Cour européenne des droits de l'homme

La Russie condamnée à indemniser des militants LGBT arrêtés illégalement en 2013

L'équipe de rédaction , L'agence AFP
Commentaires

La Cour européenne des droits de l’homme a jugé que la Russie avait illégalement violé le droit des militants LGBT à protester contre son projet de loi discriminatoire sur la "propagande gaie".

Le 6 juin 2013, plusieurs militants s'étaient rassemblés devant la Douma, le parlement russe, pour protester pacifiquement contre l'examen d’un projet de loi interdisant la "promotion de relations sexuelles non traditionnelles chez les mineurs".

Ils avaient été harcelés par un groupe de militants chrétiens orthodoxes conservateurs portant des icônes religieuses.

La police anti-émeute avait encerclé les manifestants LGBT, les avaient embarqués dans des bus et les avaient arrêtés, et condamnés à une amende pour de prétendues "infractions administratives".
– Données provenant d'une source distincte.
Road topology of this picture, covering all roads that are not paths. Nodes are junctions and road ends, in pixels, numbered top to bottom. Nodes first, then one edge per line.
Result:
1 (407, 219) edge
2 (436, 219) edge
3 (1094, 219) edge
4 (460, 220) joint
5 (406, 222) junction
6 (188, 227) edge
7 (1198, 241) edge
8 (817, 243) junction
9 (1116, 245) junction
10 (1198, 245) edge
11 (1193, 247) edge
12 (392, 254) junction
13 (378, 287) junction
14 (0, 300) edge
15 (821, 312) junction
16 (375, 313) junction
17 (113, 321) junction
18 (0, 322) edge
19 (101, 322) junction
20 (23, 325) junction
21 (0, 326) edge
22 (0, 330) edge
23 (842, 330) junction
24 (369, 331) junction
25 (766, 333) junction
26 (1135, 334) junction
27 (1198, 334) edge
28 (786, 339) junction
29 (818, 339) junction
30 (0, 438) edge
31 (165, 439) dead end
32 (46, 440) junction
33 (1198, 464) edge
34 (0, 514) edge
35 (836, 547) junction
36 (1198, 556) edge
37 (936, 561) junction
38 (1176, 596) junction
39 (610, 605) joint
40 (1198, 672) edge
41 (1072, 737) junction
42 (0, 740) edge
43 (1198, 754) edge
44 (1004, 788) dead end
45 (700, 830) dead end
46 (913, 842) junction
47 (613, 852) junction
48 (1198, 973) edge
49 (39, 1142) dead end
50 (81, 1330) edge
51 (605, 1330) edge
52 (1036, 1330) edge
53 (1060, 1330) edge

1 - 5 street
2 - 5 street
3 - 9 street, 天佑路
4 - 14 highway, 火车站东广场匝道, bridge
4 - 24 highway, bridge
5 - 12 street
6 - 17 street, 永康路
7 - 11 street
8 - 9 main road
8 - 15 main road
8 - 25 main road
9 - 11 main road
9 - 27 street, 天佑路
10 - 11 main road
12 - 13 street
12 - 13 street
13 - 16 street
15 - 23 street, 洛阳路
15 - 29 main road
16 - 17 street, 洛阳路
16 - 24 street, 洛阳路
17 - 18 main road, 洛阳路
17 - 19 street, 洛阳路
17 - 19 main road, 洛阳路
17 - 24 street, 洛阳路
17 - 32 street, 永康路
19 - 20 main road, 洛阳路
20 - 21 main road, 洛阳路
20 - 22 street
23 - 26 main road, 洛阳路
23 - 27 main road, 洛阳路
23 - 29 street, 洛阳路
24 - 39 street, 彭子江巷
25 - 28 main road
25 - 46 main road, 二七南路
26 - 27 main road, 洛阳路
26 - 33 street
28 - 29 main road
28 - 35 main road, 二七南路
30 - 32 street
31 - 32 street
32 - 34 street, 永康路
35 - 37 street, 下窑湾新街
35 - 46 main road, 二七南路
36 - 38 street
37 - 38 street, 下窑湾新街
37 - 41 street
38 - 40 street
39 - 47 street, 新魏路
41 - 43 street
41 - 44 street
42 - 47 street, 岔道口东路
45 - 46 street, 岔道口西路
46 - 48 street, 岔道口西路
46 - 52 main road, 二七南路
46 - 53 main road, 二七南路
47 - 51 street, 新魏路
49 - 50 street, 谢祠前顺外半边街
Le gouvernement a soutenu que ces condmanations n’étaient pas dues l'orientation sexuelle des manifestants, mais au fait qu’ils n’avaient pas informé les autorités du rassemblement public.
Les militants ont fait valoir que les chrétiens qui soutenaient le projet de loi étaient autorisés, eux, à manifester, aucun n'ayant été appréhendé ou sanctionné par la police.

Ils ont également souligné le fait que les rapports de police citaient les slogans pro-LGBT qu'ils scandaient lors de la manifestation, ajoutant que les tribunaux russes en avaient fait référence pour justifier leurs condamnations.

Dans une décision rendue mardi 13 octobre, la Cour européenne des droits de l'homme a conclu que les mesures prises contre les manifestants "ne correspondaient pas à un besoin social impérieux et n'étaient donc pas nécessaires dans une société démocratique".

Elle a rejeté les affirmations du gouvernement russe selon lesquelles le comportement de la police n’était pas motivé par la sexualité des manifestants.

Elle a également constaté des violations du droit à la liberté et à la sûreté et du droit à un procès équitable à l'égard de tous les requérants. Leurs arrestations en dehors de la Douma ont été jugées arbitraires et la procédure administrative, prise dans son ensemble, ne leur a pas permis un procès équitable.

Le tribunal européen ordonne à la Russie de payer à chacun des requérants un montant de 5.000 euros en réparation.

C’est que la quatrième fois en trois ans que la Cour européenne des droits de l’homme constate que la Russie viole les droits des personnes LGBT.
Le pays a perdu une affaire en 2018 pour une interdiction des événements de la fierté LGBT, tandis qu'une décision de 2017 a conclu que la loi sur la "propagande gay" violait les normes des droits de l'homme. Et il y a quelques mois à peine, le tribunal a infligé des amendes pour violation de la liberté d'association en bloquant l'enregistrement des groupes LGBT.

La Cour européenne des droits de l'homme a peu de pouvoir pour prendre des mesures coercitives en cas de violations persistantes, mais les victoires judiciaires sont toujours célébrées par les groupes de défense des droits de l'homme pour le précédent qu'elles créent.